In the last two weeks, RCA’s stock has been rising on speculation that the company had either finally found a buyer for Hertz, was about to make an acquisition in one of its core business areas, or both.

In addition to speculation that it was about to sell Hertz, RCA has figured prominently in rumors that Apple Computer was about to be purchased by a major electronics or information company. RCA has refused to rule out an acquisition of Apple or an alternative company that would bolster RCA’s entry into the home and business desk-top computer market. Analysts say RCA’s rationale is that the desk-top computer industry eventually will merge with television electronics, a market in which RCA is a leader.

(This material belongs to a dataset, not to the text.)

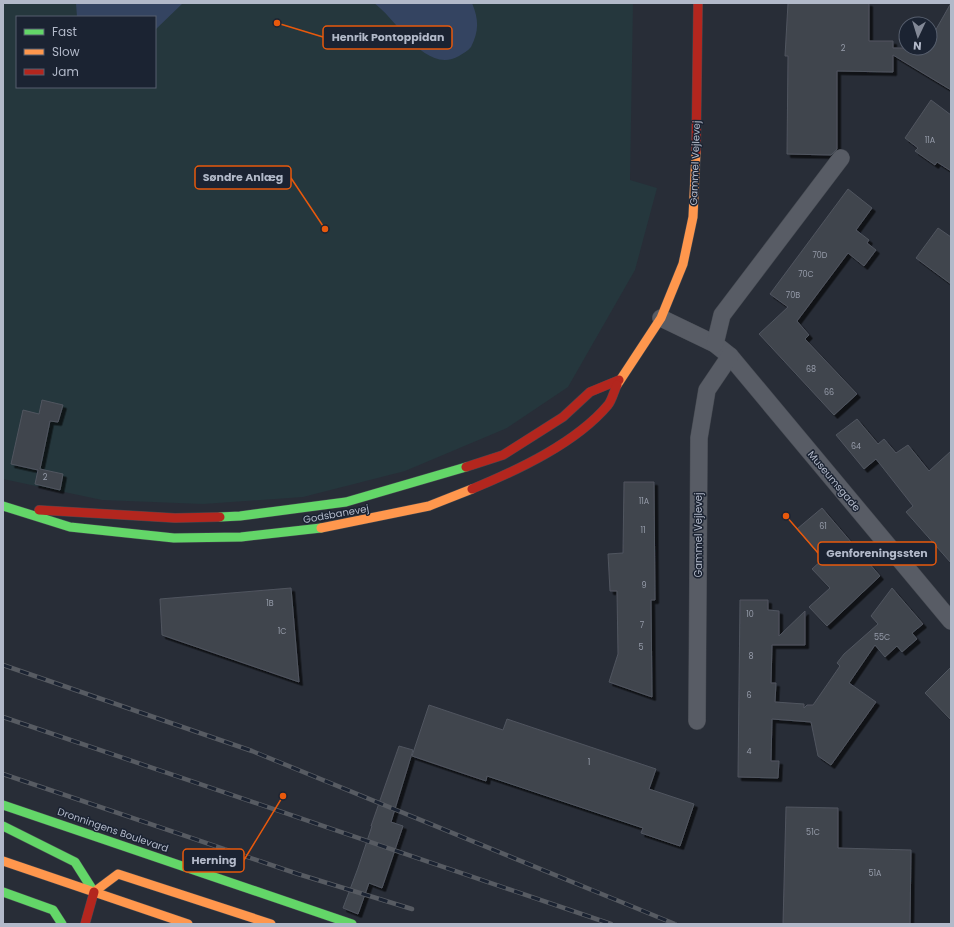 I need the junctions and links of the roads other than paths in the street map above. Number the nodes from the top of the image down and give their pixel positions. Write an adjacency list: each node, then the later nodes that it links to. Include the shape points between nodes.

Last year, RCA sold its CIT financial-services division to Manufacturers Hanover for about $2 billion. With Monday’s sale of Hertz, only Coronet Industries, a carpet maker in Dalton, Ga., remains as an RCA division outside its targeted business areas. The company has said that it intends to sell that company as well.

UAL announced last month that it plans to spin off its Westin Hotels subsidiary into a series of partnership trusts to raise an undisclosed amount of cash. Under the plan, UAL and Merrill Lynch Capital Markets will form several partnership trusts, the first of which will buy two or more of the hotels for as much as $500 million in cash. The cash presumably will be used to finance the Hertz acquisition.

Times staff writer Robert E. Dallos contributed to this story. HERTZ AT A GLANCE World’s largest vehicle renting and leasing organization, Hertz and its licensees operate a fleet of nearly 400,000 cars and trucks in more than 120 nations. It was acquired by RCA in 1967 for $248.4 million.